The new executives bring industry expertise to help Target implement their grocery strategy aimed at offering a differentiated experience, with an emphasis on fresh produce, convenient eating and a curated assortment of affordable and accessible owned and national brands.
“We have been making positive progress with our assortment, presentation and operations in food and beverage this year. With Jeff Burt’s leadership, and the investment we’re making to bring on two new seasoned executives, combined with our already talented team, I’m confident we’ll be able to go even further, faster, delivering both an experience and assortment that’s uniquely Target,” said Mark Tritton, Target executive vice president and chief merchandising officer.
Two Experienced Executives to Improve Target’s Grocery Strategy
Kenny will join Target as vice president divisional, meat and fresh prepared food where he will oversee the meat, seafood, deli, bakery and prepared food categories. Kenny will help sharpen the retailer’s grocery strategy focus on convenient eating, saving Target guests time and money, in addition to offering a curated mix of owned and national brands in these categories. Kenny joins Target from Walmart Inc., where he most recently was the senior director of private brands, deli and bakery.

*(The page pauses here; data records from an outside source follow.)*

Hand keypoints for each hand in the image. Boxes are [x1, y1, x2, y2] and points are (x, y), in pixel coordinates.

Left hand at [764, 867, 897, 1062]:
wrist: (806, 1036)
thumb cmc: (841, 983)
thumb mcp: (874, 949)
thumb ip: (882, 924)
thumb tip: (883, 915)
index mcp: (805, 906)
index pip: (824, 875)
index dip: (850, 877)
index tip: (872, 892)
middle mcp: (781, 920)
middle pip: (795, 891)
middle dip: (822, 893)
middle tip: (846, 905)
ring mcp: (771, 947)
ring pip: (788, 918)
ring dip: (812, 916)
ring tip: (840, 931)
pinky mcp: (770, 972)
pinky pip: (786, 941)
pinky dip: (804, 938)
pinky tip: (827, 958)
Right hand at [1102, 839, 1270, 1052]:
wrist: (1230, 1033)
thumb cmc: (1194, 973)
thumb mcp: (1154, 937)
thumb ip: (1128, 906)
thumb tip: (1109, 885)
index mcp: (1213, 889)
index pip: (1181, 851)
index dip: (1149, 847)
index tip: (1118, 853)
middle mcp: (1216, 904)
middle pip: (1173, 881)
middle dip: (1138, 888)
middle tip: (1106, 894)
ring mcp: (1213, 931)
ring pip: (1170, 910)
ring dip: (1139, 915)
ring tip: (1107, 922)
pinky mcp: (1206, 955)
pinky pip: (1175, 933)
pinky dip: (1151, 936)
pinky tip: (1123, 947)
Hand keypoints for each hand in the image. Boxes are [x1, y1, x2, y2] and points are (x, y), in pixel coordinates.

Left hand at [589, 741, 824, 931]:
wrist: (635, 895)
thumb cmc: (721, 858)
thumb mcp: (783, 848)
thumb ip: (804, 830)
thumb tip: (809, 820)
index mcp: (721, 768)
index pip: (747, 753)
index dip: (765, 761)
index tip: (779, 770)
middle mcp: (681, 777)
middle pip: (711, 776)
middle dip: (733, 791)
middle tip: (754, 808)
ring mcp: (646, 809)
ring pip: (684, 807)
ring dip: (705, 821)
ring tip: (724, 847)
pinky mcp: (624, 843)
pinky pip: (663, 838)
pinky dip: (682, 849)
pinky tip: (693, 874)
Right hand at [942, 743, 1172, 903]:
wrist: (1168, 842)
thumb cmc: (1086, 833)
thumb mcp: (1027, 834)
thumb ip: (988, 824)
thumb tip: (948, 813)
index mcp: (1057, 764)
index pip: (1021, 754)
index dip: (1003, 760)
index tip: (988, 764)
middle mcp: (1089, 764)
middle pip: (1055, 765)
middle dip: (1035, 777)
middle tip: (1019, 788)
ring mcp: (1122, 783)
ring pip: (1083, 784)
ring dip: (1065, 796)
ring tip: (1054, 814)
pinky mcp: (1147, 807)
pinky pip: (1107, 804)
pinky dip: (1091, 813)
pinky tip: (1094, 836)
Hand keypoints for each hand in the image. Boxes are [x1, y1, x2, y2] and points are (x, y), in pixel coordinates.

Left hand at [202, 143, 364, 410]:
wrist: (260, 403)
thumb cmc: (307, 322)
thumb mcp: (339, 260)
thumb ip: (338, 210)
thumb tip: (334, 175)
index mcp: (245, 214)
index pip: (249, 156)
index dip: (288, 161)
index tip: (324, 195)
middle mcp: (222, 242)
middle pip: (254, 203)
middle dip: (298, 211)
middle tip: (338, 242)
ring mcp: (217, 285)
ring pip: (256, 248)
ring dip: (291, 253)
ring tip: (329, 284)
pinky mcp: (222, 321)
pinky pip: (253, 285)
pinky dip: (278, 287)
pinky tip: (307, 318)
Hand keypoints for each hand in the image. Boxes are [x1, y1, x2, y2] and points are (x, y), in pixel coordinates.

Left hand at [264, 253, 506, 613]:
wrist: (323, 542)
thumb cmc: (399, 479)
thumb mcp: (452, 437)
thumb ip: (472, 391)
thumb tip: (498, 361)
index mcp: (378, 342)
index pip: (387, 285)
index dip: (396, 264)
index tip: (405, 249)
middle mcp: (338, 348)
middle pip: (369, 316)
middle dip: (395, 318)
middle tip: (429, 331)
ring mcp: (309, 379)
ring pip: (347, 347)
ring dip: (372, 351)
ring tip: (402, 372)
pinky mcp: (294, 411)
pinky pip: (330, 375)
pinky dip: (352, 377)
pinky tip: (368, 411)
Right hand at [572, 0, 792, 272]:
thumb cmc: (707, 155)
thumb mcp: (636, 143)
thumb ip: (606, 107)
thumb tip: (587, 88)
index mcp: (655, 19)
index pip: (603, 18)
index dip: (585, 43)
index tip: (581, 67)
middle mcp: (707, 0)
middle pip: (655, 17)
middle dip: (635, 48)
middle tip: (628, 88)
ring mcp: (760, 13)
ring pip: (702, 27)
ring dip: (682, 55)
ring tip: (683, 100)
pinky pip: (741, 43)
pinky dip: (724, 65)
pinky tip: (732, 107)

Nordlie will join Target as vice president, product design and development for food and beverage. In this newly created role, Nordlie will oversee the brand direction and product vision for owned brand food and beverage categories. With 27 years of brand building experience across 30 food and beverage businesses, Nordlie will lead and strengthen efforts underway with Target’s owned brand portfolio. Nordlie joins Target from General Mills, Inc., where she spent 20 years in general management roles, building brands across cereal, snacks, meals, yogurt and baking core businesses, as well as natural and organics. Most recently, Nordlie was the president of General Mills baking division.
Kenny and Nordlie will join Target at the end of August.
Ready to Compete with Amazon
The retail chain agreed to acquire Grand Junction, a transportation technology company, to improve and expand Target’s delivery capabilities.
According to Bloomberg, Target is taking the next step in its competition with Amazon. Target is betting that Grand Junction’s tech, combined with its 1,800 physical stores, will help it speed up delivery at a time consumers are starting to expect it as a basic service.
Related: Target Restock Launched to Compete with Amazon and Walmart
San Francisco-based Grand Junction offers a software platform that’s used by retailers, distributors and third-party logistics providers to manage local deliveries through a network of more than 700 carriers. Currently, Grand Junction is working with Target on its same-day delivery pilot at the Target store in New York’s Tribeca neighborhood.
“Target is seizing a tremendous opportunity to leverage local delivery as a retail differentiator,” said Rob Howard, Grand Junction’s founder and CEO, who will become a vice president of technology at Target. “We’re thrilled about helping to pursue this opportunity, and to join Target at this unprecedented time in retail.”